You are viewing a plain text version of this content. The canonical link for it is here.
Posted to issues-all@impala.apache.org by "Joe McDonnell (Jira)" <ji...@apache.org> on 2020/06/05 16:51:00 UTC

[jira] [Created] (IMPALA-9831) TestScannersFuzzing::test_fuzz_alltypes() hits DCHECK in parquet-page-reader.cc

Joe McDonnell created IMPALA-9831:
-------------------------------------

             Summary: TestScannersFuzzing::test_fuzz_alltypes() hits DCHECK in parquet-page-reader.cc
                 Key: IMPALA-9831
                 URL: https://issues.apache.org/jira/browse/IMPALA-9831
             Project: IMPALA
          Issue Type: Bug
          Components: Backend
    Affects Versions: Impala 4.0
            Reporter: Joe McDonnell


In a recent precommit job, an Impalad crashed with the following DCHECK:
{noformat}
F0604 01:18:36.921769 30923 parquet-page-reader.cc:67] b64df3da7eea7c65:16f9c6e800000001] Check failed: col_end < file_desc.file_length (6820 vs. 6820) {noformat}
The assert is checking that the end of a column is before the end of the file. This must be true, because the footer takes up space at the end of the file.

The code for this DCHECK is:
{noformat}
  int64_t col_end = col_start + col_len;
  // Already validated in ValidateColumnOffsets()
  DCHECK_GT(col_end, 0);
  DCHECK_LT(col_end, file_desc.file_length); <---------{noformat}
This mentions that this was already validated in ParquetMetadataUtils::ValidateColumnOffsets().
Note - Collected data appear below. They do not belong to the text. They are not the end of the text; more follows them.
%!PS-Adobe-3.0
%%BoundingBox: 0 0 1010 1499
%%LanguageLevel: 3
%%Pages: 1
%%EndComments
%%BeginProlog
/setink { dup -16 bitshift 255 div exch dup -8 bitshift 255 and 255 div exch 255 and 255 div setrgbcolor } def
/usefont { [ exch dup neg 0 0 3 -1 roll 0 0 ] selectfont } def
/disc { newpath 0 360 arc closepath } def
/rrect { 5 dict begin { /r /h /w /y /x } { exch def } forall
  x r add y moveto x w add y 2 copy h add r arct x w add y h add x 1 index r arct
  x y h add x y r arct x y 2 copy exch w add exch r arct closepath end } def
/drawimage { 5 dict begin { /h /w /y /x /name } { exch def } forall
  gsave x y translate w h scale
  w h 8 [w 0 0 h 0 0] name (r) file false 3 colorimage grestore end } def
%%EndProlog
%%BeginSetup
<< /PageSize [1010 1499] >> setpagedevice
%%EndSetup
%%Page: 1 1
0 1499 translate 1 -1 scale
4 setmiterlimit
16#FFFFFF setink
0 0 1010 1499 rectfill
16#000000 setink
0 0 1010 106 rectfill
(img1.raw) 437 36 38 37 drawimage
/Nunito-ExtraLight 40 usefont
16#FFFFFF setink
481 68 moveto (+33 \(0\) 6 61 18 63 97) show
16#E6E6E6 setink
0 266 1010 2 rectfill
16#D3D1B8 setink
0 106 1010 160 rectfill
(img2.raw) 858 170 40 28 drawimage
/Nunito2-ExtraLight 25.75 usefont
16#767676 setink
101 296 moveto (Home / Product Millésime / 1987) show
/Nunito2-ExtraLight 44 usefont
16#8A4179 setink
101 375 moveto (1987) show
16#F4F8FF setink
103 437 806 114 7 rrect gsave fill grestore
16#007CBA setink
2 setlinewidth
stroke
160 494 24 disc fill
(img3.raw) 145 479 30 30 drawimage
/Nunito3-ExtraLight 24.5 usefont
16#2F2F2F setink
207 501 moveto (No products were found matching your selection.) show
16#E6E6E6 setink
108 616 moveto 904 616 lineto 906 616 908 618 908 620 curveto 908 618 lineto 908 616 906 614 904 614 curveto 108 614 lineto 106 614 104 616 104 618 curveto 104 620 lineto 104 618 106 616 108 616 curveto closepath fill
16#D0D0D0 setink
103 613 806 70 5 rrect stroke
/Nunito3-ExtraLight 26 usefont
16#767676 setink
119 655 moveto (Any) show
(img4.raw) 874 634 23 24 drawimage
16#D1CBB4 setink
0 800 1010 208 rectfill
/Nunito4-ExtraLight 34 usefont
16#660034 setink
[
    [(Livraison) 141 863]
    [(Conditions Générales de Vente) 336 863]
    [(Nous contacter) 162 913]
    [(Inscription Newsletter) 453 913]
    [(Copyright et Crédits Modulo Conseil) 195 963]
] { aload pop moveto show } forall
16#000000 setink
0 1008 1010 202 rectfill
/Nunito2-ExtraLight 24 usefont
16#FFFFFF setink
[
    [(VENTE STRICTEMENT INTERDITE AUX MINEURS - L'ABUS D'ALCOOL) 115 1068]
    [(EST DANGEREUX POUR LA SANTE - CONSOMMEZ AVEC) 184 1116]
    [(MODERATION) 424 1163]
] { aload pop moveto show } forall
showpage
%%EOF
That is where the problem is:
{noformat}
int64_t col_len = col_chunk.meta_data.total_compressed_size;
int64_t col_end = col_start + col_len;
if (col_end <= 0 || col_end > file_length) {
  return Status(Substitute("Parquet file '$0': metadata is corrupt. Column $1 has "
      "invalid column offsets (offset=$2, size=$3, file_size=$4).", filename, i,
      col_start, col_len, file_length));
}{noformat}
The condition should be "col_end >= file_length".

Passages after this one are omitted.